Choosing the right barcode labels is always easier when you do some planning before making a purchase. If this is your first purchase and you are implementing an entirely new system, it’s an opportunity to design an effective barcode scanning process from the start. Businesses adding new barcode labels to their existing operation have an ideal opportunity to review their practices and implement changes that can boost efficiency. In addition to obvious qualities such as scanner compatibility, there are also other important considerations to weigh before moving forward.
Barcode labels are one of the most popular choices for managing traceable assets. They can be easily affixed to nearly any piece of equipment, inventory, or other asset and are even used as Unique Identification (UID) labels for tacking regulated equipment in the defense industry. Many of today’s modern enterprise asset management (EAM) and computerized maintenance management systems (CMMS) rely on barcode labels for asset tracking, monitoring, and maintenance management. In this post, we’ll discuss some of the essential best practices to consider before purchasing barcode labels.
Selecting Your Assets
One of the first things you should look at when preparing for new barcode labels is your current asset and inventory management plan. If you’re developing an asset management program for the first time and don’t yet have a plan, now is the perfect time to create one. Consider all the assets you manage and decide which assets and equipment should be tracked using barcode labels. Identify any workspaces, shelving, or rack space that may require tags or labels, as well.

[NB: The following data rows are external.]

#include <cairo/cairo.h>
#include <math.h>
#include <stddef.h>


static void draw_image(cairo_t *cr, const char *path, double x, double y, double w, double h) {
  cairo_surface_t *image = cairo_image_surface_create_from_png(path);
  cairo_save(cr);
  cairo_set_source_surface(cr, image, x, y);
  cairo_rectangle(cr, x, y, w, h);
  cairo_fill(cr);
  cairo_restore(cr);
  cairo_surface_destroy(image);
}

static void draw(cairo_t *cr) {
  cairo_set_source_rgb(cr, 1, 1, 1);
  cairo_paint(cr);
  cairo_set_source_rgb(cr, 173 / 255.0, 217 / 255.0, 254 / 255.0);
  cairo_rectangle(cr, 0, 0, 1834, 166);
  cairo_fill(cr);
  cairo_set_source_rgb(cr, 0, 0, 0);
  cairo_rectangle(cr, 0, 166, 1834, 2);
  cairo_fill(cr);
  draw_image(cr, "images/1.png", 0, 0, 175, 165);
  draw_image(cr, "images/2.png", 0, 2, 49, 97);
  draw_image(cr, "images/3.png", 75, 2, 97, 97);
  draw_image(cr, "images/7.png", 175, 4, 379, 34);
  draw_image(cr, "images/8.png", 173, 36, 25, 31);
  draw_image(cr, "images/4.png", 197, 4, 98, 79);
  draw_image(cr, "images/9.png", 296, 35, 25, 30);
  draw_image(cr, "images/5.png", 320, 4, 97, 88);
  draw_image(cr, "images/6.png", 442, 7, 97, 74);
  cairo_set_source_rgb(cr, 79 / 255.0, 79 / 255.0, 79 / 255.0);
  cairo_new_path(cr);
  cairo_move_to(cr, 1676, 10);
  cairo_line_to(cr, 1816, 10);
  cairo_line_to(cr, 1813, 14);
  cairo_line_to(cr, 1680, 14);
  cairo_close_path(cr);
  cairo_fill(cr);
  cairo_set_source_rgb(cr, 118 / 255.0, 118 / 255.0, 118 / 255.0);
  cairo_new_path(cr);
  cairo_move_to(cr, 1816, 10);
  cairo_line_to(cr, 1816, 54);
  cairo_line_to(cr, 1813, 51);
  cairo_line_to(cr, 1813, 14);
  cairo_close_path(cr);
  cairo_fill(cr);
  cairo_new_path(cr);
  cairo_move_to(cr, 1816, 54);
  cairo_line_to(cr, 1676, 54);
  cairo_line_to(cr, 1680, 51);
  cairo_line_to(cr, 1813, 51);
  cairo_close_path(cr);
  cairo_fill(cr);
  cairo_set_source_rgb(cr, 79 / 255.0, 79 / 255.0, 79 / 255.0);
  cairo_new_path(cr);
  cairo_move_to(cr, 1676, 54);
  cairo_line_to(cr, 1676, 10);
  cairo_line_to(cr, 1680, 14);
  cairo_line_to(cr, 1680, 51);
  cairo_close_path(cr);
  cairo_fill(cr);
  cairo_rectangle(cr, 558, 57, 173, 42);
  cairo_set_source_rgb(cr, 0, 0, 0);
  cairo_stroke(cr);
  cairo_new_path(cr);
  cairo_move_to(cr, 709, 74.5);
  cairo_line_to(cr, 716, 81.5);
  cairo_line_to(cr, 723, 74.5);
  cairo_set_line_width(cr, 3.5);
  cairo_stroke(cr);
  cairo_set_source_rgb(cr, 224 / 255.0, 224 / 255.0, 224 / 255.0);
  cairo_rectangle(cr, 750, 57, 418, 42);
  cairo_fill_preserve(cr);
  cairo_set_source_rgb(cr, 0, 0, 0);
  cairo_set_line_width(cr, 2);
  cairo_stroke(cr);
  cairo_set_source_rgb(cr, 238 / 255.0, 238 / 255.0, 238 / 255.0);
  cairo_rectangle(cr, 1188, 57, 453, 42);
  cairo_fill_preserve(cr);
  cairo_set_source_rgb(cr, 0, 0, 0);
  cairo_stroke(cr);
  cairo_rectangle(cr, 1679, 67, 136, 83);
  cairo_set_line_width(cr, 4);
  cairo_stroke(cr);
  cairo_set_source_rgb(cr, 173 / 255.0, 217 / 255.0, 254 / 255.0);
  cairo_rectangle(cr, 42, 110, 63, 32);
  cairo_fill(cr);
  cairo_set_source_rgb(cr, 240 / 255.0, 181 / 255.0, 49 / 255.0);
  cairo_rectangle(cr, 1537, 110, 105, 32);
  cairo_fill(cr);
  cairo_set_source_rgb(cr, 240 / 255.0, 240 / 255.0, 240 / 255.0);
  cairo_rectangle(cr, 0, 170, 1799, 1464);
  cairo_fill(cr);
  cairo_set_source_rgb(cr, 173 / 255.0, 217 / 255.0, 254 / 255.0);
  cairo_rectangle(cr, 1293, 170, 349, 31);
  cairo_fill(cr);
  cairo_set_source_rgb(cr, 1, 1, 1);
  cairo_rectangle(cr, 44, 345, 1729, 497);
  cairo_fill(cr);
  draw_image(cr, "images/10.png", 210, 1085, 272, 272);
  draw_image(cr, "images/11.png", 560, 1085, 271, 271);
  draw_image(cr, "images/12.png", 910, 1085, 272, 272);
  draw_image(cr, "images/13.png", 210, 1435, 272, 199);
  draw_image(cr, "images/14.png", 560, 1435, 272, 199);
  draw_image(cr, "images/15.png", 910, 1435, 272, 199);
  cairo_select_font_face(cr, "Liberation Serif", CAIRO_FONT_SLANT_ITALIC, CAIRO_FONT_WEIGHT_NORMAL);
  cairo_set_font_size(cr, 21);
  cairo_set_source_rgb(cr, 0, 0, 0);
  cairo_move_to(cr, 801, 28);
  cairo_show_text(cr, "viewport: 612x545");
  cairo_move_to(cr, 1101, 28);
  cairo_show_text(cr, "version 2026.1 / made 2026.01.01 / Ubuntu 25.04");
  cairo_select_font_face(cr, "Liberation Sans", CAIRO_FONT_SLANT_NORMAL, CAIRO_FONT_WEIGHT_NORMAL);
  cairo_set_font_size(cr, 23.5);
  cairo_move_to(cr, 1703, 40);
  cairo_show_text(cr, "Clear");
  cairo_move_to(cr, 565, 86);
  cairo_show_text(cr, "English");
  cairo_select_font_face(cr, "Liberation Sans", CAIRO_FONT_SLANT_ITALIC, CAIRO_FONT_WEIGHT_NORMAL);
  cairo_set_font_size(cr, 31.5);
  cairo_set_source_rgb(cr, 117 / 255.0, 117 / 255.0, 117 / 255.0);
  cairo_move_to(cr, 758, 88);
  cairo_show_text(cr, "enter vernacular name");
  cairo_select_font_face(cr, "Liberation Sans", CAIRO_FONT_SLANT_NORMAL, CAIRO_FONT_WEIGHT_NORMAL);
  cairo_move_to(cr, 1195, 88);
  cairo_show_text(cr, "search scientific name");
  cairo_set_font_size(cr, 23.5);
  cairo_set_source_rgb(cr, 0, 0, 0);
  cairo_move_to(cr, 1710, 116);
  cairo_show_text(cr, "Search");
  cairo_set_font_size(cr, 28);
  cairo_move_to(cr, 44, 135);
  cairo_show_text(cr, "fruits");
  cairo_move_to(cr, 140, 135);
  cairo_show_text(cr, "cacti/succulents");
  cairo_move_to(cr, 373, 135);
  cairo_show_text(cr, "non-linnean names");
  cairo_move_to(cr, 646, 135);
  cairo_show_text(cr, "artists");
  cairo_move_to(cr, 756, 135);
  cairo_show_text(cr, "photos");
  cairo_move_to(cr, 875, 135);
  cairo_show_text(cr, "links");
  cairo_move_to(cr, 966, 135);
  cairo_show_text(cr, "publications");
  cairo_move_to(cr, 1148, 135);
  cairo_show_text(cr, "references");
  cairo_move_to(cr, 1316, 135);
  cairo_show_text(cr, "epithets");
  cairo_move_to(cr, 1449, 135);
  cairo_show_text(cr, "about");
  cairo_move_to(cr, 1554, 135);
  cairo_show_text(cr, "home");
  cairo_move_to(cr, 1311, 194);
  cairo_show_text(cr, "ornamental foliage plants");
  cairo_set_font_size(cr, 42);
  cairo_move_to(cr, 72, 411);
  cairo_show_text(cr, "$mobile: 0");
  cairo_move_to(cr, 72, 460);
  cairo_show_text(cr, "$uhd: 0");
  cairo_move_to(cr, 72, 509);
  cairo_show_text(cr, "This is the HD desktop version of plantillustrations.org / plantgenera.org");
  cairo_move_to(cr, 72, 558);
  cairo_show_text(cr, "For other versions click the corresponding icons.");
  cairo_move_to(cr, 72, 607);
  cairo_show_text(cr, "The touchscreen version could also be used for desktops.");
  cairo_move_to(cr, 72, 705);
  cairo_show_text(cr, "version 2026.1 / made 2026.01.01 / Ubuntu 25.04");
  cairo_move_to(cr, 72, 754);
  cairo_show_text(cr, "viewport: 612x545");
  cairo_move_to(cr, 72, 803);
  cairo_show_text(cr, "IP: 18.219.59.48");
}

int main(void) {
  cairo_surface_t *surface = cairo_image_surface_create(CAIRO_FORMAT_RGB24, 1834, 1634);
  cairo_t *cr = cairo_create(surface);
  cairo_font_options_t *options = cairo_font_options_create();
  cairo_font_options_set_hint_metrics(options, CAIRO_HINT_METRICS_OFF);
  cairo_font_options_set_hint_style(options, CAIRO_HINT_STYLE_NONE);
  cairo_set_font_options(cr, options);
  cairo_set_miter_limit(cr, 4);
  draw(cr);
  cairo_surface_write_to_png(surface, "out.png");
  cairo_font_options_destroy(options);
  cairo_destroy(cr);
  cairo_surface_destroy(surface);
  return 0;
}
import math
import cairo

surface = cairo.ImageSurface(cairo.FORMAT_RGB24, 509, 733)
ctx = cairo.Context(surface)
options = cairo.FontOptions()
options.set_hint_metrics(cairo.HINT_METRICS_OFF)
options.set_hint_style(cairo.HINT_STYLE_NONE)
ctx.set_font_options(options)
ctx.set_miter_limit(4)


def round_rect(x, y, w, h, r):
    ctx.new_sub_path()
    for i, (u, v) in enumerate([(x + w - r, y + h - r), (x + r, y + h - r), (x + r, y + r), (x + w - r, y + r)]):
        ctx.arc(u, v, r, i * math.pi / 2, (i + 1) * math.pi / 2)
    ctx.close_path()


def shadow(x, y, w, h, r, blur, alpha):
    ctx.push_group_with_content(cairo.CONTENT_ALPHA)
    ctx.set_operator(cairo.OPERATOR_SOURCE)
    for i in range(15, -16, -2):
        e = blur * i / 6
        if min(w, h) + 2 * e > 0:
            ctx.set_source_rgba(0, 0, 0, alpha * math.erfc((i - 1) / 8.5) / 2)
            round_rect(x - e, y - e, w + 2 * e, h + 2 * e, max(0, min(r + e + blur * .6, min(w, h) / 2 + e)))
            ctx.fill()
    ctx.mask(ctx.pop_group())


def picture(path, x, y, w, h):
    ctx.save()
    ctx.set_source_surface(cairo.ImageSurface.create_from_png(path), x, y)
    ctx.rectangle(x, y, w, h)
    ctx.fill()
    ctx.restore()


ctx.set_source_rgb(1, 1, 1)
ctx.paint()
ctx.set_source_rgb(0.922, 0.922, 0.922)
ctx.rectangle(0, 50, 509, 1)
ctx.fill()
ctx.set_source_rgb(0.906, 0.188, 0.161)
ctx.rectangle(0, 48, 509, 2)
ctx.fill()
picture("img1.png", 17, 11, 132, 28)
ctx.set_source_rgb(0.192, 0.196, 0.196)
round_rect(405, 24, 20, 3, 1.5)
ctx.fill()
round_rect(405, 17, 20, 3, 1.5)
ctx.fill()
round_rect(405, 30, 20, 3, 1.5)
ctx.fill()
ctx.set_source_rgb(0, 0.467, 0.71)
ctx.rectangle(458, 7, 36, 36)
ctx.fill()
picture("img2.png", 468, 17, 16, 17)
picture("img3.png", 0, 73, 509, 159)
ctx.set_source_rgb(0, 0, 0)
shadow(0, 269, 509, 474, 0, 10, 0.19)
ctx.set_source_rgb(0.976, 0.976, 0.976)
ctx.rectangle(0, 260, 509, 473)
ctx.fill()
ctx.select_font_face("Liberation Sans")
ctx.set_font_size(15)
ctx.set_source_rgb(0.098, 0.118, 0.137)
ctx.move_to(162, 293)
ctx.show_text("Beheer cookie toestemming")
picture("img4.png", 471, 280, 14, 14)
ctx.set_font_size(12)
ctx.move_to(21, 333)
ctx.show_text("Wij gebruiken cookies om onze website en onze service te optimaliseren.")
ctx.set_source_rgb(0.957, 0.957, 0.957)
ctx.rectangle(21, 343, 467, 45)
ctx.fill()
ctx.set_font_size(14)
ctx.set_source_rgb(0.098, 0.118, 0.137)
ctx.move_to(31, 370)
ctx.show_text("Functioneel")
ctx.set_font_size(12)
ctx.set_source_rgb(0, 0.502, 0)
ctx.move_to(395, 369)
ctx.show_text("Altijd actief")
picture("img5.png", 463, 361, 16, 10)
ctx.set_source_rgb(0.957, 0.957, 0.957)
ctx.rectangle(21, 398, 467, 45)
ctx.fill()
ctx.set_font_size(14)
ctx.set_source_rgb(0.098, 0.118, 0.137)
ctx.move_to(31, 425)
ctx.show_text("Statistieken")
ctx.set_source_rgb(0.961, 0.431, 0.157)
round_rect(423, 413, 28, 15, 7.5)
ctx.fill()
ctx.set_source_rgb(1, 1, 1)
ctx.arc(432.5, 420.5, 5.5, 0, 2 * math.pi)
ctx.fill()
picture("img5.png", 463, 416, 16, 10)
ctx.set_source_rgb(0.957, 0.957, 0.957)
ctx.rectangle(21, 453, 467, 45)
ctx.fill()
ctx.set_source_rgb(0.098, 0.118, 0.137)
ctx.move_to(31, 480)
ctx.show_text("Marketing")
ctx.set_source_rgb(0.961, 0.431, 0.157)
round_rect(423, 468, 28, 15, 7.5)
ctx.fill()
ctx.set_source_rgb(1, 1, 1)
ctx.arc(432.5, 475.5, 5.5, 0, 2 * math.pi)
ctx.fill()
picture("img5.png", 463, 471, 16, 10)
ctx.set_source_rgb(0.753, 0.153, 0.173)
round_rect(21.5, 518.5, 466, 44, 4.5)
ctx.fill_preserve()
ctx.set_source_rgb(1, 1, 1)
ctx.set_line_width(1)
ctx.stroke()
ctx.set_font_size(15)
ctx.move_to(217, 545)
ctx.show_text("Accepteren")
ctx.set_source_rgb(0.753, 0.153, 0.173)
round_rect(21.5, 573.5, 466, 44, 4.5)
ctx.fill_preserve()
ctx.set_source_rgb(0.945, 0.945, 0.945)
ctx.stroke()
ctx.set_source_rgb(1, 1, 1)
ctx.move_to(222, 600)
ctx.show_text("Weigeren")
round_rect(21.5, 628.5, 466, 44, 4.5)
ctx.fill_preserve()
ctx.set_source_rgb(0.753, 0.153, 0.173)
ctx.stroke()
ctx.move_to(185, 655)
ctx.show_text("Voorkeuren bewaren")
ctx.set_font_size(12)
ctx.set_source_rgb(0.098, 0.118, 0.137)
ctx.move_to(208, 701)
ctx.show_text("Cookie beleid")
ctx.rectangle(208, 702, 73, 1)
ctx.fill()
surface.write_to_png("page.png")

The best way to review your assets is in the context of the factory, warehouse, or facility floor plan. Review work processes with your team and determine how assets flow into and out of the facility and how various resources interact with them. Products, equipment, and inventory may all have different barcode labeling needs, and having a clear list from the start will help you in the later stages of planning.
Identifying Tracking Needs
In addition to the layout of your facility, it is also an excellent practice to review the barcode scanning hardware and software programs that your company uses to scan and track items. Other considerations to explore include how long each barcode label will be used and the configuration of your barcode scanners and other hardware within the building or across worksites. All of these factors could impact the barcode labels suitable for each application. One significant factor in using barcodes effectively is the scanning distance. The proper scanning distance is mostly defined by a combination of the scanning hardware, label surface coating, and size of the barcode.
Assessing the Environments
The environments in which your barcode labels are used are a primary consideration when selecting label materials, finishes, and attachment methods. Standard warehouse conditions allow for flexible options and standard label designs, while harsh environments with exposure to extreme conditions will require a more durable barcode solution. Potential exposure to things like moisture, extreme temperatures, sand, and chemicals can render barcode labels unreadable if you choose an incompatible material.
Selecting Optimal Labels
After identifying the asset management plan and potential environments, you can review the options available for label materials and other design considerations. Here is where you can compare the specific qualities of various types of barcode labels against your application requirements. These are some of the most important features to consider when selecting barcode labels:
- Label design. The size, graphics, barcode symbology, and color of a barcode label can all be customized to meet your desired branding and functional requirements. Choose a substrate material for your labels based on compatibility with the expected environmental conditions. Select the appropriate label size based on the desired scanning distance. You may be able to choose the finish, such as a matte look, as well.
- Surface attachment. If you’re labeling assets with curvy surfaces or irregular contours, choose a flexible barcode label. Most barcode labels are available with an adhesive or mechanical means of attachment. Other options, such as tamper-resistant labels that leave clear evidence of any attempt to remove them, should also be considered for some applications. For instance, costly moveable assets such as computers and other equipment may benefit from the added security of tamper-resistant labels to reduce the likelihood of theft and unauthorized transfer.
- Quantity and printing method. Most barcode labels are already optimized with a printing method that best suits the type of material, finish, and any coating that is required. You can always review the printing method with your supplier and discuss the printing options and pricing based on your desired quantity. Take advantage of quantity discounts to reduce your upfront investment.
It’s always best to review your application requirements and other considerations before purchasing barcode labels. Discussing your needs with a trusted supplier like Camcode will also help reduce scanning errors or process issues. With careful planning, you can implement a barcode labeling solution quickly and start reaping the benefits of effective asset tracking.